Watch the temps on the card first. put it in, fire up Everest and log the temps in the back ground as it plays a game or a graphics benchmarking tool. if you need a copy of everest I have one cracked. Leave the fan controll on auto and see what it does out of the box. on air I would want to see more than 75C for a stable nVidia card. I say nvidia card becasue they seem more heat sensitive as far as stability goes.
Then do another benchmark test with the fan controll on manuall 100%. not the differences.
Over clocking is a process where you bump the core speed, shader speeds & memory speeds up on the GPU a little at a time and test for stability. I use 3dMark 06 to test. if it completes without error or hanging, it will give you a score and some FPS information. then I slowly bump the core up until it fails or freezes or artifacts the video play back. document the speeds each time in excel… pass/fail ave FPS per test, test score, and max temp recorded.
once it fails, I go back to stock clocks and then repeat the process on the memory speeds. go until it fails, document everything and roll it back.
repeat processes ont he shader.
once you find the roof for each component on the card cranked up and running stable, I usually set all 3 to about 85% of the max value for each. you will never get a card to run stable with all three cranked to THEIR max. then if it passes at all three set at about 85% of their max values I found in the beginning, I slowly bump them up all at the same time, until it fails. then bump them back to the last known good and retest for stability again. Then its a cat and mouse game to adjust one then the other and find the best combo of settings.
document everything, and you will see the trend while you overclock, that way you can go back and find landmarks to work from when all hell breaks loose.
There are some very noticable gains from doing this. just watch your temps. you might be “stable” at a higher overclock, but prolonged use at high clocks and high temps will kill the card quicker.

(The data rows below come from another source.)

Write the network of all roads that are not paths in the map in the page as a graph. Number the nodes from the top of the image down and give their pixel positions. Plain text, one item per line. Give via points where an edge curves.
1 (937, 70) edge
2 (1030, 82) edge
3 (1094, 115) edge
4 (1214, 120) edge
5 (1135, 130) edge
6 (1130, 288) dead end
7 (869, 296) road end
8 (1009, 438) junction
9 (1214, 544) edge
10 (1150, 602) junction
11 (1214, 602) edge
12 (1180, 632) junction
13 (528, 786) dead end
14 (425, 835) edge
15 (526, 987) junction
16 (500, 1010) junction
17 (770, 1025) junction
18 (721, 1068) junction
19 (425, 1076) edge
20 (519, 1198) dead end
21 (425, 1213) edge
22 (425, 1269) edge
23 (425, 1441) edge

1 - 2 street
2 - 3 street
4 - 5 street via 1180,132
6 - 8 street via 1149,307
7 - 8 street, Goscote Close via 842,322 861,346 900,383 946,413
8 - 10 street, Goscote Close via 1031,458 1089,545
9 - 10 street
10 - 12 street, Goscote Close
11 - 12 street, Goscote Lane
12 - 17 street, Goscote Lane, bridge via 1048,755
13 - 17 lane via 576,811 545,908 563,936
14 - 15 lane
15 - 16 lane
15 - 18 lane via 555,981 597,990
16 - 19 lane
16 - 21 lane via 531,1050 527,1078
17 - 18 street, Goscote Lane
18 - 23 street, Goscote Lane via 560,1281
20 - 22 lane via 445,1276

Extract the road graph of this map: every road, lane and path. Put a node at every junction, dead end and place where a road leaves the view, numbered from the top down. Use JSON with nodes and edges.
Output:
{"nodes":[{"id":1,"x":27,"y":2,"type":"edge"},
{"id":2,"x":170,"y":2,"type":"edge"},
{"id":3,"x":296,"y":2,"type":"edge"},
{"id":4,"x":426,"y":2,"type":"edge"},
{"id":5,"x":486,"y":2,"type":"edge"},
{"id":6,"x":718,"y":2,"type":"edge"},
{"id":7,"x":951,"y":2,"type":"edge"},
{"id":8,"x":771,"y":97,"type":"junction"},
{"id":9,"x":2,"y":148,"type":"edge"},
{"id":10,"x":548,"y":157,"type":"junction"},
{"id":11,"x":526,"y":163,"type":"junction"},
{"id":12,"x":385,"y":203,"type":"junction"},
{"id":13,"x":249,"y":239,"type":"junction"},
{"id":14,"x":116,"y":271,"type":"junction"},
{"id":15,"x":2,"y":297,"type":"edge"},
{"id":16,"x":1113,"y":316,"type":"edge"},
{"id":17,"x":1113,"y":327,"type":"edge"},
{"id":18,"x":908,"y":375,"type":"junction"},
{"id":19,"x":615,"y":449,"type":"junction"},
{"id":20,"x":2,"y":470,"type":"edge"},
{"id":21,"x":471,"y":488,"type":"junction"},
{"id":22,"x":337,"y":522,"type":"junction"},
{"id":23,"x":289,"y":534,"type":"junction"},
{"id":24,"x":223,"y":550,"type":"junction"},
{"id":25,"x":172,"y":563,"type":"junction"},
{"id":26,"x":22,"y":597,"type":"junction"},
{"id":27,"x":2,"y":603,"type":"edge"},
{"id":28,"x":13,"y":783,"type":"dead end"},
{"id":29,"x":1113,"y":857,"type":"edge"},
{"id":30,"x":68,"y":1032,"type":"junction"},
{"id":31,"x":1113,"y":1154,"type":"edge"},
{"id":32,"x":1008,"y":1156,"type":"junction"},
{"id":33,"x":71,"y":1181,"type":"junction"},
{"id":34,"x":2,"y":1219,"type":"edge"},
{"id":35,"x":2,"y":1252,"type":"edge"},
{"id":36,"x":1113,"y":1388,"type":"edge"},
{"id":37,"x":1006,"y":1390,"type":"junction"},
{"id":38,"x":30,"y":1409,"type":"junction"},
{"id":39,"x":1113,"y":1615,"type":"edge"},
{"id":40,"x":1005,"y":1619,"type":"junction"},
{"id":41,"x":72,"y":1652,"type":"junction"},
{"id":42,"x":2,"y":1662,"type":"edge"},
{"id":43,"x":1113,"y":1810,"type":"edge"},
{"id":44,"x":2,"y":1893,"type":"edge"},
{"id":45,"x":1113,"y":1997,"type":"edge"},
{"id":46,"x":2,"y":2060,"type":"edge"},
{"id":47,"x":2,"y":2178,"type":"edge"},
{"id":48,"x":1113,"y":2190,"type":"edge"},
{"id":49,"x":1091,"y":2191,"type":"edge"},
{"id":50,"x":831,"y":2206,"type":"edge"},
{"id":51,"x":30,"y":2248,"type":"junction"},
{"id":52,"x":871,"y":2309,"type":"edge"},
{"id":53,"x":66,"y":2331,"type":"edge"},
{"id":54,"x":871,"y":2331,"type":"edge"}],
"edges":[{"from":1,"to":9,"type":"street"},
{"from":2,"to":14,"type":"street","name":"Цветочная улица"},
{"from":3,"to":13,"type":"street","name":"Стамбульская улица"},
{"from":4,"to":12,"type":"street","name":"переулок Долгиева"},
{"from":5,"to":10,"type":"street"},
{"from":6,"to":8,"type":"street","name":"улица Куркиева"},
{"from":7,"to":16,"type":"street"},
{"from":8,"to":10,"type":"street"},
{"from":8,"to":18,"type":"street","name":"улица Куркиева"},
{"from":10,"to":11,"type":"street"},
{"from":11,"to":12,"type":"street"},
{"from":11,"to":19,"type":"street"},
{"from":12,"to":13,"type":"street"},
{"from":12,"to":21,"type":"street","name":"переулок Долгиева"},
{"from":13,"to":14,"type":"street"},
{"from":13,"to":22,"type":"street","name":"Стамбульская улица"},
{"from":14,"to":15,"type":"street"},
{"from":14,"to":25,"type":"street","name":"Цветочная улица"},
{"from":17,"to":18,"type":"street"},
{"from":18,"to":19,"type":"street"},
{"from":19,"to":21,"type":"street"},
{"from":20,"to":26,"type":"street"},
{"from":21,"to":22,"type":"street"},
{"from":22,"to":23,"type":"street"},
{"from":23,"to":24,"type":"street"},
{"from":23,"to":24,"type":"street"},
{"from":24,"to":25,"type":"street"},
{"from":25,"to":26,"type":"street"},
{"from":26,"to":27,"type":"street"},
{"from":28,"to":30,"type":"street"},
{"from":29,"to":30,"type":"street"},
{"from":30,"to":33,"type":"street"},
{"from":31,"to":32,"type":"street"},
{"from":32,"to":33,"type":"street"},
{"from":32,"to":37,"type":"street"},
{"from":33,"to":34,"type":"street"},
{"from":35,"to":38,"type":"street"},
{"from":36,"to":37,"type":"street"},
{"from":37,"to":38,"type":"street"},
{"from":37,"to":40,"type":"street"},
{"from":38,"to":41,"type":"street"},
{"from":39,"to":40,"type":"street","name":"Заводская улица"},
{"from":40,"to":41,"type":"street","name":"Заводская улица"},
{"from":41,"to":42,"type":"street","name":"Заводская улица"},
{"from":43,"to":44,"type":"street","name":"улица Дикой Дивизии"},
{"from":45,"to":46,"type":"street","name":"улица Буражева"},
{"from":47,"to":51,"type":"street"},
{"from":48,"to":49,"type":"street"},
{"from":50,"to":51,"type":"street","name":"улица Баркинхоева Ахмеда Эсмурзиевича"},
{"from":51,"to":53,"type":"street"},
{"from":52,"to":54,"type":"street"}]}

My liquid cooled GTX285 started life out at 648Mhz Core, 1476mhz Shader & 2322mhz memory. They sell an overclocked one that hits 666mhz and what ever the shader and memory is. I maxed it out around 800mhz, 1800 shader, and 2600 memory… IRC, and it didnt break a sweat above 45C!!! It have been running like that for many months now, and my proc is running 4.55ghz on water too. took about 4 weeks of work to get them there but its retardedly fast and 100% stable.